WHAT YOU NEED TO DO — Look through the entries below and extract exactly the lines from the one containing "ring mcp: (811, 437)" through the one containing "index dip: (995, 123)", ends included.

DATA FOR THIS TASK —
= Beginning of Section =
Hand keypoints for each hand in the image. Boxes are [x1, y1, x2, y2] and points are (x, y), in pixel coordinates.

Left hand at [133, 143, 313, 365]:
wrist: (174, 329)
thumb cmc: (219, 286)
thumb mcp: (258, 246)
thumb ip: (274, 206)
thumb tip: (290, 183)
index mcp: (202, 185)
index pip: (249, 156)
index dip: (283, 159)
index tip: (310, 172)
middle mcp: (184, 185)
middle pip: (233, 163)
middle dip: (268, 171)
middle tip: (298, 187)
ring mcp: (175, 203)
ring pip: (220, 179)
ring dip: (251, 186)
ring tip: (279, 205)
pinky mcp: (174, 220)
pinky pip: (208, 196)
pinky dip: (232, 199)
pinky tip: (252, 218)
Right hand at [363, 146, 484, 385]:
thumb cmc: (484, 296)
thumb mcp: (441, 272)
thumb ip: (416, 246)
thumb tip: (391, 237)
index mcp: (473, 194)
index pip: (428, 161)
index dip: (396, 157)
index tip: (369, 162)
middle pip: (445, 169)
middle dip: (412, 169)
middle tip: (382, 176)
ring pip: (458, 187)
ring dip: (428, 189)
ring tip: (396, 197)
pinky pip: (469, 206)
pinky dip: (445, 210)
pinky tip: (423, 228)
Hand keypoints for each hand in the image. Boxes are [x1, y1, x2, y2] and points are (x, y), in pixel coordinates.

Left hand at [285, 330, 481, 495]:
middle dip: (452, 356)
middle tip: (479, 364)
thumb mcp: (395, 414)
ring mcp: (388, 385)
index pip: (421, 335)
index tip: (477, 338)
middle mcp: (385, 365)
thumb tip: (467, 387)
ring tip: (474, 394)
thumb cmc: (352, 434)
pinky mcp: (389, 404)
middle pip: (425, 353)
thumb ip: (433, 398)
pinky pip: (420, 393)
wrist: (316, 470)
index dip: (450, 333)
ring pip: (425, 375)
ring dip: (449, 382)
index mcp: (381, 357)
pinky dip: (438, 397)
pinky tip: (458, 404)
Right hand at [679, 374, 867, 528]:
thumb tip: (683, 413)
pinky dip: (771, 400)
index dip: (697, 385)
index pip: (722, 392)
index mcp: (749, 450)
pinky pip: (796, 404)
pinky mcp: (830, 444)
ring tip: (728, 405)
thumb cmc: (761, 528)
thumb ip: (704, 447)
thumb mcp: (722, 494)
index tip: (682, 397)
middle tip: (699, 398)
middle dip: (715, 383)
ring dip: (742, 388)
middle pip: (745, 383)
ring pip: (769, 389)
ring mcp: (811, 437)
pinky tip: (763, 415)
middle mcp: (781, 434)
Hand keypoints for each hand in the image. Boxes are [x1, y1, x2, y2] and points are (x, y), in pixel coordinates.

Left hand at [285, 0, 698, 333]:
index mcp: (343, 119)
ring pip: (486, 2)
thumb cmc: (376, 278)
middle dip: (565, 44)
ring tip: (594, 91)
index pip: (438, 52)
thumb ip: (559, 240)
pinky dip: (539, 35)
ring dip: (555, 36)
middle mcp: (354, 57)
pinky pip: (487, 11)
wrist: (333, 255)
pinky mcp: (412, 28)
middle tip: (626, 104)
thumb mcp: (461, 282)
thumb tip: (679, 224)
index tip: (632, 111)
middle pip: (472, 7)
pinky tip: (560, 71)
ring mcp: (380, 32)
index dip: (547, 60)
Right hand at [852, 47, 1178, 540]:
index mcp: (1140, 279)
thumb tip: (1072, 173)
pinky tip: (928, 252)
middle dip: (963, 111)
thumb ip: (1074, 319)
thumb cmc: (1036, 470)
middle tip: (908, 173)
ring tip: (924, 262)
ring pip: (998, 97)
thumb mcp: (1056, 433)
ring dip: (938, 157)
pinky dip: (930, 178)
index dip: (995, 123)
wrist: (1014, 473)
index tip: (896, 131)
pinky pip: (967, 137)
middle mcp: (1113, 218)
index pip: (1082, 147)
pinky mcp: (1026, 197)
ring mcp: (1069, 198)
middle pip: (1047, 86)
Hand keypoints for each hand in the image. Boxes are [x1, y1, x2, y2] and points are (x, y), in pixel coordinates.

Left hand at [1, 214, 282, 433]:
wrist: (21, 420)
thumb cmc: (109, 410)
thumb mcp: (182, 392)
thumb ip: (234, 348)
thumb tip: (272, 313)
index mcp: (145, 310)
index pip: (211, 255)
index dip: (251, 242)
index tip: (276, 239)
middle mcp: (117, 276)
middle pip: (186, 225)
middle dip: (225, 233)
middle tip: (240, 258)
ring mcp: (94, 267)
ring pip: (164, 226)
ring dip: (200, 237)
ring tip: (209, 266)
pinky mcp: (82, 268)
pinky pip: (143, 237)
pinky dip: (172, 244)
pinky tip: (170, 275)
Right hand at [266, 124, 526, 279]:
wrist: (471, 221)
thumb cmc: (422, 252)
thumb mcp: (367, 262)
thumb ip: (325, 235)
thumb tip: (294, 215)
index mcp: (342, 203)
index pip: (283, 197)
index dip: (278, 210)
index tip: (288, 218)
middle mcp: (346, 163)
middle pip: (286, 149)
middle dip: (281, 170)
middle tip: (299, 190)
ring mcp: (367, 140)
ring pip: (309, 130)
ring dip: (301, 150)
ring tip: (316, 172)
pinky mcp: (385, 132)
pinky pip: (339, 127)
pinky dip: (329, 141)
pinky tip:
= End of Section =
TASK RESPONSE —
ring mcp: (811, 437)
pinky tip: (763, 415)
middle mcp: (781, 434)
Hand keypoints for each hand in the image. Boxes are [x1, y1, x2, y2] and points are (x, y), in pixel coordinates.

Left hand at [285, 0, 698, 333]:
index mcp: (343, 119)
ring pip: (486, 2)
thumb cmc: (376, 278)
middle dip: (565, 44)
ring tip: (594, 91)
index pip: (438, 52)
thumb ip: (559, 240)
pinky dip: (539, 35)
ring dip: (555, 36)
middle mcp: (354, 57)
pinky pip: (487, 11)
wrist: (333, 255)
pinky mcp: (412, 28)
middle tip: (626, 104)
thumb mcp: (461, 282)
thumb tip: (679, 224)
index tip: (632, 111)
middle pip: (472, 7)
pinky tip: (560, 71)
ring mcp: (380, 32)
index dip: (547, 60)
Right hand at [852, 47, 1178, 540]:
index mcp: (1140, 279)
thumb tip: (1072, 173)
pinky tip: (928, 252)
middle dip: (963, 111)
thumb ip: (1074, 319)
thumb cmc: (1036, 470)
middle tip: (908, 173)
ring tip: (924, 262)
ring pip: (998, 97)
thumb mcp: (1056, 433)
ring dip: (938, 157)
pinky dip: (930, 178)
index dip: (995, 123)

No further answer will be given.